United States District Court, D. Utah, Central Division

July 10, 2018

THOMAS RAY GURULE, Petitioner,
v.
UNITED STATES OF AMERICA, Respondent.

          MEMORANDUM DECISION AND ORDER DENYING AND DISMISSING § 2255 MOTION

          David Nuffer, District Judge

         Petitioner Thomas Ray Gurule seeks to vacate, set aside, or correct his sentence under 28 U.S.C. § 2255.[1] He argues[2] his sentence is unconstitutional in light of the Supreme Court's holding in Johnson v. United States.[3] He also argues his § 2255 Motion is timely[4] because it was filed within one year of the newly recognized right in Johnson. However, Johnson did not create a new right applicable to Mr. Gurule or his sentence. So, because Mr. Gurule filed his § 2255 Motion more than one year after his judgment of conviction became final, his § 2255 Motion is untimely and his § 2255 Motion[5] is DENIED and DISMISSED.

         BACKGROUND

         On April 7, 2004, Mr. Gurule was indicted on one count of carjacking under 18 U.S.C. § 2119.[6] Mr. Gurule pleaded not guilty and his case proceeded to trial.[7] On June 29, 2004, a jury returned a guilty verdict.[8] Mr. Gurule was then sentenced on December 17, 2004.[9] He received a mandatory life sentence under 18 U.S.C. § 3559(c)(1), [10] “also known as the federal ‘three strikes' statute[.]”[11] This was based on Mr. Gurule's two prior Utah state court convictions for robbery, [12] which were found to be “serious violent felon[ies.]” under the three strikes statute.[13]

         Mr. Gurule appealed his conviction and sentence, [14] and the Tenth Circuit Court of Appeals affirmed.[15] A final judgment of conviction was filed October 2, 2006.[16]

         Subsequently, on June 10, 2016, Mr. Gurule filed a § 2255 Motion[17] seeking to vacate, set aside, or correct his sentence. Mr. Gurule argues that his right to due process was violated because he was sentenced under the three strikes statute's residual clause, which is unconstitutionally vague.[18]

         DISCUSSION

         For all motions brought under 28 U.S.C. § 2255, “[u]nless the motion and files and records of the case conclusively show that the [movant] is entitled to no relief, ” notice of the motion must be provided to the government and a hearing must be held.[19] However, “[i]f it plainly appears from the [§ 2255] motion, any attached exhibits, and the record of prior proceedings that the moving party is not entitled to relief, the [examining] judge must dismiss the motion and direct the clerk to notify the moving party.”[20]

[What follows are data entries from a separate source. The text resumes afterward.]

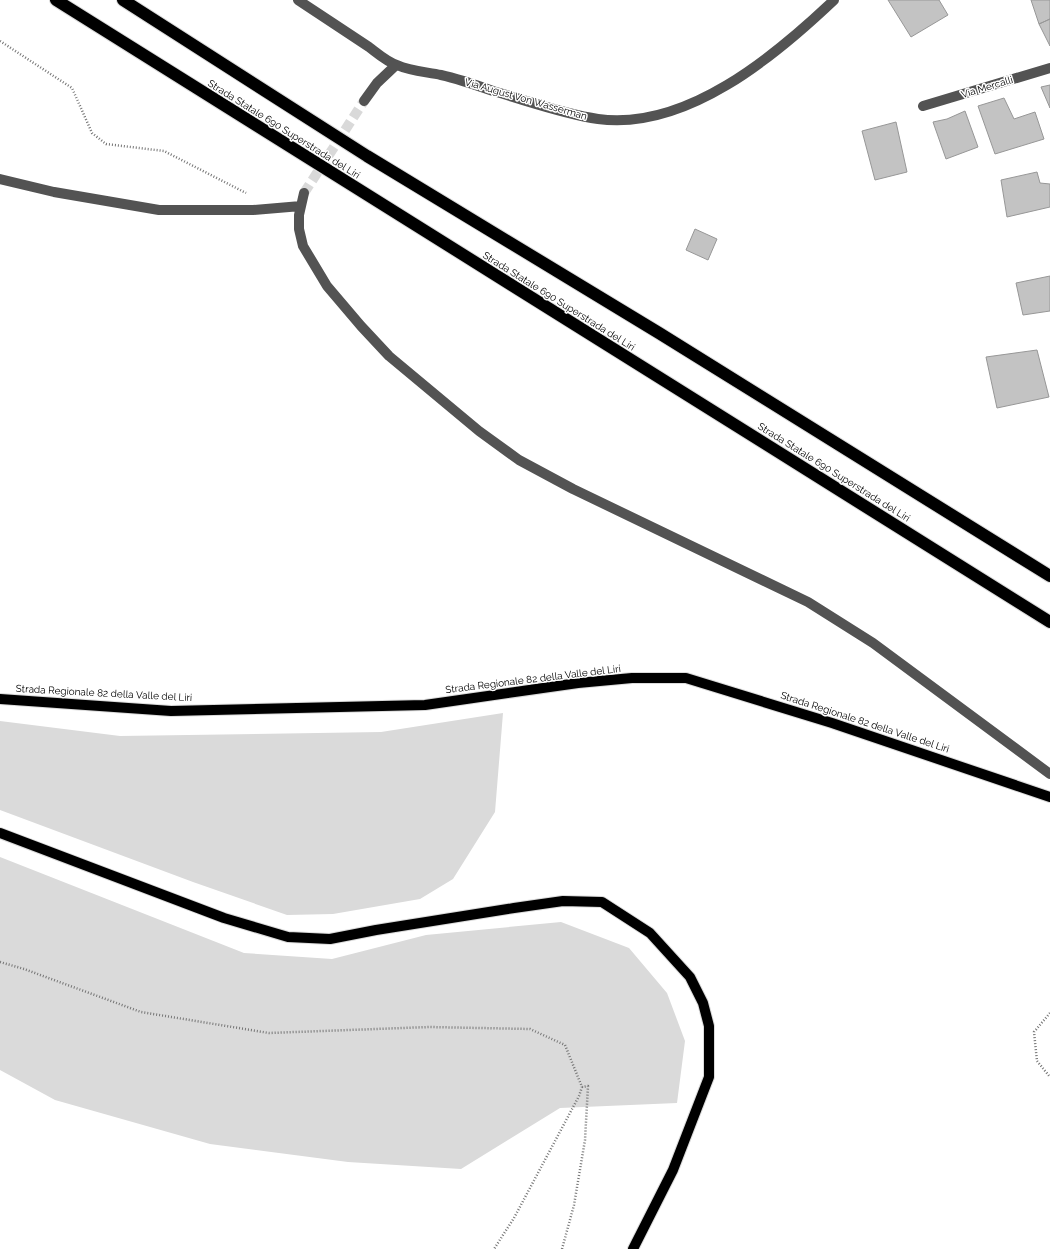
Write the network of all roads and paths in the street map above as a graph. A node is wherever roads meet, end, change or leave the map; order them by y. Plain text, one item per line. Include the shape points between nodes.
1 (56, 0) edge
2 (122, 0) edge
3 (298, 0) edge
4 (834, 0) edge
5 (0, 41) edge
6 (396, 65) junction
7 (1050, 68) edge
8 (364, 101) tunnel mouth
9 (923, 106) dead end
10 (0, 179) edge
11 (304, 193) tunnel mouth
12 (247, 194) dead end
13 (301, 206) junction
14 (1050, 576) edge
15 (1050, 622) edge
16 (0, 699) edge
17 (1050, 774) edge
18 (1050, 797) edge
19 (0, 832) edge
20 (0, 962) edge
21 (1050, 1013) edge
22 (1050, 1077) edge
23 (582, 1087) junction
24 (494, 1249) edge
25 (562, 1249) edge
26 (633, 1249) edge

1 - 15 highway, Strada Statale 690 Superstrada del Liri
2 - 14 highway, Strada Statale 690 Superstrada del Liri via 374,160 659,333
3 - 6 street, Via August Von Wasserman
4 - 6 street, Via August Von Wasserman via 778,50 724,87 685,107 639,118 612,120 575,115 453,78
5 - 12 path via 72,88 92,133 106,144 164,151
6 - 8 street via 377,83
7 - 9 street, Via Mercalli
10 - 13 street via 54,192 159,210 253,210
11 - 13 street
13 - 17 street via 299,229 303,246 327,286 389,356 479,431 519,460 573,489 808,602 873,643
16 - 18 main road, Strada Regionale 82 della Valle del Liri via 170,711 425,705 578,683 632,678 686,678 825,721
19 - 26 main road via 224,918 288,937 330,939 563,901 602,902 650,933 690,977 703,1003 709,1026 709,1077 673,1170
20 - 23 path via 141,1012 269,1033 429,1027 530,1029 565,1045
21 - 22 path via 1034,1032 1037,1061
23 - 24 path via 514,1218
23 - 25 path via 588,1086 585,1140 574,1205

         Under § 2255, a prisoner held in federal custody may move the court to vacate, set aside, or correct the prisoner's sentence “upon the ground that the sentence was imposed in violation of the Constitution or law of the United States . . . or is otherwise subject to collateral attack[.]”[21]But before the merits of a prisoner's claim may be addressed, the prisoner “must show that he can satisfy the procedural requirements of the Antiterrorism and Effective Death Penalty Act [(“AEDPA”)].”[22] “The first of these barriers is timeliness.”[23]

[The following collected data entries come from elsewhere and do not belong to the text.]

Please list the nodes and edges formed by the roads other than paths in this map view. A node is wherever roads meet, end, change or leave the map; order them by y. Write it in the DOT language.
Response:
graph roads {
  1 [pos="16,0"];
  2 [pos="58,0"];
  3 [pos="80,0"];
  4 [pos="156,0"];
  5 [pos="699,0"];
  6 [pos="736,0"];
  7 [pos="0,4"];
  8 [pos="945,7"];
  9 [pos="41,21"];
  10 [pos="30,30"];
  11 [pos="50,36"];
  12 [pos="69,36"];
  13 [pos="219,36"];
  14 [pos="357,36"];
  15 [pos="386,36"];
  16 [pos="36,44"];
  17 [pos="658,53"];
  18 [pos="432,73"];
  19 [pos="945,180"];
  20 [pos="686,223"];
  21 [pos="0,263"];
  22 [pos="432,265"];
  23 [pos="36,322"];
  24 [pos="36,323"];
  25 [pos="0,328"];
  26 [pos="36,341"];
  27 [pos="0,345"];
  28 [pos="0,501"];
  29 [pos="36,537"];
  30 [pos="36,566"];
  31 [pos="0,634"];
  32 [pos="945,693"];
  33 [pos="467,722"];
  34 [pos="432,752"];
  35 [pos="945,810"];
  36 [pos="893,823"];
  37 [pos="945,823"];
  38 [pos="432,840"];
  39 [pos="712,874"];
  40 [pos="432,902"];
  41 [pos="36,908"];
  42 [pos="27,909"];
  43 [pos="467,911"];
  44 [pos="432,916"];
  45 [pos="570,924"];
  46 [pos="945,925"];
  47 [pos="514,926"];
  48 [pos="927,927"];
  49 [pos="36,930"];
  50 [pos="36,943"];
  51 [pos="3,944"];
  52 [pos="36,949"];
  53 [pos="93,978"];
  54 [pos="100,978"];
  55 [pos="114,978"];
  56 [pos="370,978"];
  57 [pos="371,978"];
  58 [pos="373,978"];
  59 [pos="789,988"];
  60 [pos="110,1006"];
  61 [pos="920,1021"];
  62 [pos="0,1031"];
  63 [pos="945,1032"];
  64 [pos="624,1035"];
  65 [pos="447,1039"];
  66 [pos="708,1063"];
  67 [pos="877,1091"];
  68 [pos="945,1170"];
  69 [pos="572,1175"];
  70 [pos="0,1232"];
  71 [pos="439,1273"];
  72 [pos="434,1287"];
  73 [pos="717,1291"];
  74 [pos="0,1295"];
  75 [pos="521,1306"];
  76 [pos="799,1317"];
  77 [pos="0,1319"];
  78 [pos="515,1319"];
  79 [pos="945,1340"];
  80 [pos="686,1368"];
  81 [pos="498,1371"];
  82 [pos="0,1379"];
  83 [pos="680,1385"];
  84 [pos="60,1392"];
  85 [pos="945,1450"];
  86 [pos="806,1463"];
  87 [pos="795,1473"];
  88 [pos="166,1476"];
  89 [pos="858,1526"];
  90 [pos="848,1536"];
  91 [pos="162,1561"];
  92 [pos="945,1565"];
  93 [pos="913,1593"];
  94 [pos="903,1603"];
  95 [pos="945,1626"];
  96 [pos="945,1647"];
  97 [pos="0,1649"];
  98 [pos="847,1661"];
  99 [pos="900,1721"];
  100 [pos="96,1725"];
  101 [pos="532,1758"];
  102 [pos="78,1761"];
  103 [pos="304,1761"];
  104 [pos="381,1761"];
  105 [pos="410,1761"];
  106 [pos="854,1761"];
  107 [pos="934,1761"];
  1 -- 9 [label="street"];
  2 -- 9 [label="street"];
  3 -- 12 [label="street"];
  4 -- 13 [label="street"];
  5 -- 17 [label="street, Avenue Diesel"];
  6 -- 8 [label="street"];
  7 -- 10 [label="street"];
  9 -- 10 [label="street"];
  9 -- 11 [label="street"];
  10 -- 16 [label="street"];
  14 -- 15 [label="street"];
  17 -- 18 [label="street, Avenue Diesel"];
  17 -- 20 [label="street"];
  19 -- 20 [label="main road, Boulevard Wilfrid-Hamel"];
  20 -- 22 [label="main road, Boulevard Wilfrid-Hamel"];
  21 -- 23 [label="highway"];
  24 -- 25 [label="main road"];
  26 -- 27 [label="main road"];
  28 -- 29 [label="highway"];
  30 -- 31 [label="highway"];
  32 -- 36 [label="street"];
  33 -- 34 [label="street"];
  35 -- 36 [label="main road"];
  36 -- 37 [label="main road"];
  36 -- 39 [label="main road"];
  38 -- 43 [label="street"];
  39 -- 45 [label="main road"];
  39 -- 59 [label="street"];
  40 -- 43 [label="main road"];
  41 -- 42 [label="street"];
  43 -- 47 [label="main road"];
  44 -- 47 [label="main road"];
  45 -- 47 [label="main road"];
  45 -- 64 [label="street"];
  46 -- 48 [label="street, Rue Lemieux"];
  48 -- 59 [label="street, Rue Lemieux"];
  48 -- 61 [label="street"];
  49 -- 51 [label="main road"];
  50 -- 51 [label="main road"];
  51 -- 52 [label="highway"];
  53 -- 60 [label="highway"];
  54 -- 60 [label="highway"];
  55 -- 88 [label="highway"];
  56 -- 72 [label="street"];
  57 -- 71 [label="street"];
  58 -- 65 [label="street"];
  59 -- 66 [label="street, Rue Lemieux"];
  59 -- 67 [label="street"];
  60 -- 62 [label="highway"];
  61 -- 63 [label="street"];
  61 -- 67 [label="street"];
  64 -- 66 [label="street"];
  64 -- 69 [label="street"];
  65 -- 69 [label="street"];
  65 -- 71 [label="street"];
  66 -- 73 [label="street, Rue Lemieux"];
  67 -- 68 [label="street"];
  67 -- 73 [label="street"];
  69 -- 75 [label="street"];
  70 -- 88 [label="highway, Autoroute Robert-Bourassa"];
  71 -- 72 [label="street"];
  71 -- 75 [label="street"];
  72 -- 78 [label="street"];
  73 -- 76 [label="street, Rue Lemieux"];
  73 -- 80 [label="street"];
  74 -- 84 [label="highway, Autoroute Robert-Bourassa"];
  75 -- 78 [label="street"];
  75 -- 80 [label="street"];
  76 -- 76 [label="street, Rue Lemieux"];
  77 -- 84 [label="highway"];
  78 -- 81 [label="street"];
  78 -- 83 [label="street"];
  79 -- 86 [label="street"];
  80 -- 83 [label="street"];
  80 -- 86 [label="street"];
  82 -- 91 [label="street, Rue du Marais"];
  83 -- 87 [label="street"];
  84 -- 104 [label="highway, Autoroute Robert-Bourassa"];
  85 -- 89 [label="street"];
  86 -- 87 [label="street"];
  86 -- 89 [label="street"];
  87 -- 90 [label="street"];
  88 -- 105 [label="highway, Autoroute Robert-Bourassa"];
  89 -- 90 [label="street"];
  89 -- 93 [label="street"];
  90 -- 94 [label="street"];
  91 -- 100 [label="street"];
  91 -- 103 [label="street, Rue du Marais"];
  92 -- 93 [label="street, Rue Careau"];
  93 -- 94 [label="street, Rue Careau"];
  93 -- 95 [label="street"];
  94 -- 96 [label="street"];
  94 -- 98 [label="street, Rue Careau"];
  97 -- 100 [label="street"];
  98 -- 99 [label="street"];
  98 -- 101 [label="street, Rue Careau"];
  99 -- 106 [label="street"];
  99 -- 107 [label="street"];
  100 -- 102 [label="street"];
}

         “Pursuant to AEDPA, post-conviction motions for habeas relief filed under § 2255 must be brought within one year of the date on which ‘the judgment of conviction becomes final' or ‘the right asserted [by petitioner] was initially recognized by the Supreme Court, if that right has been newly recognized by the Supreme court and made retroactively applicable to cases on collateral review.'”[24]

         As noted above, Mr. Gurule argues that his § 2255 Motion is timely[25] because it was filed within one year of the newly recognized right in Johnson v. United States.[26] In Johnson, the Supreme Court held that “imposing an increased sentence under the residual clause of the Armed Career Criminal Act [(“ACCA”)] violates the Constitution's guarantee of due process.”[27] This was because the residual clause of the ACCA's definition of “violent felony”[28] is unconstitutionally vague-“the indeterminacy of the wide-ranging inquiry required by the residual clause both denies fair notice to defendants and invites arbitrary enforcement by judges.”[29] The Supreme Court subsequently determined in Welch v. United States that Johnson's holding applies retroactively to cases on collateral review.[30]

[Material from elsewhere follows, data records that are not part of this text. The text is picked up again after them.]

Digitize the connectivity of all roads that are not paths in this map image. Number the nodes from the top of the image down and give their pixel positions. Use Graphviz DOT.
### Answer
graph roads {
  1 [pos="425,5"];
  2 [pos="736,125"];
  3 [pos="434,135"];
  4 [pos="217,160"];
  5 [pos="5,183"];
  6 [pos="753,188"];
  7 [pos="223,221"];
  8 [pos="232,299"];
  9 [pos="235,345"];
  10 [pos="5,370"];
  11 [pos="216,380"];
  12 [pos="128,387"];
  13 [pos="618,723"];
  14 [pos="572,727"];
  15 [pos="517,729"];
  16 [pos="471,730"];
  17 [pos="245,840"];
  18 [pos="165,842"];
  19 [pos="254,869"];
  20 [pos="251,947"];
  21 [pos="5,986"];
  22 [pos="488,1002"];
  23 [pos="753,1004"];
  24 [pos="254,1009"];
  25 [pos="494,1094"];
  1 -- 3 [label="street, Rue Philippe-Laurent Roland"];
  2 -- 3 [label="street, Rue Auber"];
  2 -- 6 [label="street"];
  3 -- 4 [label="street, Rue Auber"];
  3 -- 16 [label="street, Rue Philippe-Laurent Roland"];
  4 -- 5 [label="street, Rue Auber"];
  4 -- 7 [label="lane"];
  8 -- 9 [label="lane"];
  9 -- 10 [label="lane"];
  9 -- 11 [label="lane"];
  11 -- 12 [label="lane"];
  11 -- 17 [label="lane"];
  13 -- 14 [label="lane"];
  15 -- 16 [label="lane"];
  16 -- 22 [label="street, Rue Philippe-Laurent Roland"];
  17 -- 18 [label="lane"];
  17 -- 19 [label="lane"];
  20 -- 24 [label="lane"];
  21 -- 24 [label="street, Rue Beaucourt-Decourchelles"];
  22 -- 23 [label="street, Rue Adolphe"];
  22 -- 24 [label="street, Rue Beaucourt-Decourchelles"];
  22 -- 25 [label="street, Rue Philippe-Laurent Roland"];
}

         However, in United States v. Greer, the Tenth Circuit Court of Appeals held that “the only right recognized by the Supreme court in Johnson was a defendant's right not to have his sentence increased under the residual clause of the ACCA.”[31] Prisoners sentenced under other similarly worded statutes, though “present[ing] a compelling argument for finding the [statutes] unconstitutional, ” do not fall within the new right recognized in Johnson.[32]

         For such prisoners “attempting to apply the reasoning of Johnson in a different context not considered by the [Supreme] Court . . . relief is not available on [§ 2255] collateral review.”[33] This is because “[o]nly the Supreme Court can recognize a new constitutional right.”[34] “While circuit courts can apply the reasoning of Johnson to support a finding that the residual clause of similarly worded statutes are unconstitutionally vague on direct appeal . . . AEDPA limits federal habeas relief to new constitutional rights recognized by the Supreme Court.”[35]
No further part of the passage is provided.